Oman's foreign policy is aimed at good neighborly relations, non-intervention in the internal affairs of other states, and recognition of international laws and practices. As a non-aligned state, the sultanate seeks to use its opportunities to maintain peace. Saudi Arabia and Iran resumed their interrupted diplomatic relations after Oman arranged a meeting in Muscat in 1990.
Besides Sudan, Oman was the only Islamic state that did not break diplomatic relations with Egypt after the Camp David peace treaty between Israel and Egypt. In January 1996, representatives of Oman and Israel signed an agreement to set up commercial agencies in Muscat and Tel Aviv to develop the relationship between the two countries. However, due to the negative development after Rabin's death in 2000, the Omani side decided to freeze relations with Israel until Israel sincerely sought to continue the peace process.
A few days after the terrorist attacks on September 11, 2001, Sultan Qaboos stated: "We support international counter-terrorism measures if they do not jeopardize individual nations and are not the cause of innocent people having to atone for actions they have nothing to do with, no matter in which Arab or Islamic country."

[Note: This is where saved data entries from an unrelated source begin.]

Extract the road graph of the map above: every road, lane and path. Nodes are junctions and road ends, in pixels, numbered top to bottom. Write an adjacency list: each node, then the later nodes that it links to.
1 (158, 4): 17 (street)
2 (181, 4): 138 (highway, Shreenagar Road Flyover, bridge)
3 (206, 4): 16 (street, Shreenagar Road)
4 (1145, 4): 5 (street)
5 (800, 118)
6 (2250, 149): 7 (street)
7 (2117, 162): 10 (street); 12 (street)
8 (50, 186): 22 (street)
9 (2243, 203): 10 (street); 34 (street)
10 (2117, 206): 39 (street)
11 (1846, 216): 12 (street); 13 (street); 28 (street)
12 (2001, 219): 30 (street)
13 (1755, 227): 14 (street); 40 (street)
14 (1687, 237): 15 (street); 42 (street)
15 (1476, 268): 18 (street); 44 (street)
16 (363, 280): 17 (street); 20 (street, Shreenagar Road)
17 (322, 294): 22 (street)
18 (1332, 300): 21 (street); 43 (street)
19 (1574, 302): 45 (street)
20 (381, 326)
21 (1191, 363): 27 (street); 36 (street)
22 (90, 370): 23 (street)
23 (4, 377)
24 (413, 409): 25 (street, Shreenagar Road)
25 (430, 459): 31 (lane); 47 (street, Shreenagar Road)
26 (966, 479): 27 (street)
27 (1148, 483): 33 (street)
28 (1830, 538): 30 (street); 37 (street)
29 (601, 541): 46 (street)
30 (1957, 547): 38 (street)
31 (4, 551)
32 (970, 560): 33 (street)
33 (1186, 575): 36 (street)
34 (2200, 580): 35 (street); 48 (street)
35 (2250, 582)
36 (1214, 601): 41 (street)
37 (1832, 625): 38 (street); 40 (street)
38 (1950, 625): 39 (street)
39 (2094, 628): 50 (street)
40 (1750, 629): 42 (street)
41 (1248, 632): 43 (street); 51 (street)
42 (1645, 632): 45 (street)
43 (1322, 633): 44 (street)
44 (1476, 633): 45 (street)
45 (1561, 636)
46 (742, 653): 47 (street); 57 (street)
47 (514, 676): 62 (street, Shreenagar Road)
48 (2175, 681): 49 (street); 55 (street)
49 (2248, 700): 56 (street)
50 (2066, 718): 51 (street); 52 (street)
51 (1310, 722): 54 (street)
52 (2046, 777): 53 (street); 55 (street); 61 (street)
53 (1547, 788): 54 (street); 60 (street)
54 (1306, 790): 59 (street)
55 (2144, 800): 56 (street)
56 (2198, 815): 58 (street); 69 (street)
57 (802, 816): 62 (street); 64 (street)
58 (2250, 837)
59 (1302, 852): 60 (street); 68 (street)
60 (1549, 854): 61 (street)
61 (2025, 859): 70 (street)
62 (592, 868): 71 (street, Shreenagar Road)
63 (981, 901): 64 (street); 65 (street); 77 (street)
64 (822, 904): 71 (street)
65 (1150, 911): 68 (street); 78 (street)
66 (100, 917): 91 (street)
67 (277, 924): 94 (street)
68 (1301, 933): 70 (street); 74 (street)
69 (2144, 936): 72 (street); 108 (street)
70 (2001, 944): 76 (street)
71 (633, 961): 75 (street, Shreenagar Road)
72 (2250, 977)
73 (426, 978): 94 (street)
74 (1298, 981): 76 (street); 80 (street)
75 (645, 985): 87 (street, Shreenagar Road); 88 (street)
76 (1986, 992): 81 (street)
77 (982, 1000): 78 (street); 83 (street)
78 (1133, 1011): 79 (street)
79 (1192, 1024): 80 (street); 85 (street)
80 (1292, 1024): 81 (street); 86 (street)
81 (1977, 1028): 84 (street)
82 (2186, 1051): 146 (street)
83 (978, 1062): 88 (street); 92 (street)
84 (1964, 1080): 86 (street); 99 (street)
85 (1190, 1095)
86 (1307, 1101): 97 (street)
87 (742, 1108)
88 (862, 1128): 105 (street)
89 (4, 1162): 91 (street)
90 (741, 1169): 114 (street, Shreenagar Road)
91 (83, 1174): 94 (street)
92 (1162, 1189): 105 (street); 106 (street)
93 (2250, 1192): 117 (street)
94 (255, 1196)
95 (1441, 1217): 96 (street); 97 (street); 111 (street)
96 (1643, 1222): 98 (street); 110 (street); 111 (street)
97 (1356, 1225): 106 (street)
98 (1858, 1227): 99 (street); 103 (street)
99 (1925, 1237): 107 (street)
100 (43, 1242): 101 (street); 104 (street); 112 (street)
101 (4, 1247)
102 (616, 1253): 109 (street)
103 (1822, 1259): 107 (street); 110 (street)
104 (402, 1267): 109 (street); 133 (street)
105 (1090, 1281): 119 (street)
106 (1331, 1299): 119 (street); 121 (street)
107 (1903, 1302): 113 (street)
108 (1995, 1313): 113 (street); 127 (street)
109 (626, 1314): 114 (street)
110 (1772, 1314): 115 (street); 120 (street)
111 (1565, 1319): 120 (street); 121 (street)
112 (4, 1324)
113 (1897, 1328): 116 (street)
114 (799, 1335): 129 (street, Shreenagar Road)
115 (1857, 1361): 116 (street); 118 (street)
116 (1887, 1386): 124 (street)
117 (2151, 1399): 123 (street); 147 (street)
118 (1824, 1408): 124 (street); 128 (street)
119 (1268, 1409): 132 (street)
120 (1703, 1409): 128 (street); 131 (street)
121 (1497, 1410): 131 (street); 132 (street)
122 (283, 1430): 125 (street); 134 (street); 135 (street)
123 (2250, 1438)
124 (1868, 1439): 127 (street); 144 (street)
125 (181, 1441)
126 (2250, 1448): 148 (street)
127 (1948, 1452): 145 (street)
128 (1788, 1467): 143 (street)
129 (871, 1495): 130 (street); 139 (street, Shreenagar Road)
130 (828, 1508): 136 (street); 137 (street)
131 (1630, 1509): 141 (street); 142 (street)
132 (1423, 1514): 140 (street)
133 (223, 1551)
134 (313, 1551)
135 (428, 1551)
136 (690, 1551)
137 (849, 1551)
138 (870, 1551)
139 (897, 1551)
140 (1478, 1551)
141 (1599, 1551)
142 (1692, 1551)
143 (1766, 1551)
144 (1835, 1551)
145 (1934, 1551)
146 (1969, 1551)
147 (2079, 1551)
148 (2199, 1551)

Oman's diplomats under the leadership of Sultan Qaboos are deployed worldwide to mediate in international crisis situations involving Arabs or Muslims.
Probably the most significant success of Omani secret diplomacy in conflict settlement to date has been the United States' convergence with Iran in the conflict over uranium enrichment plants in early April 2015.
The consistent adherence to a position of neutrality and the constant efforts to defuse conflicts in the region as well as in their own country have now more than paid off. While the rest of the Arab world seems to be sinking more and more in chaos, Oman remains a haven of calm and stability.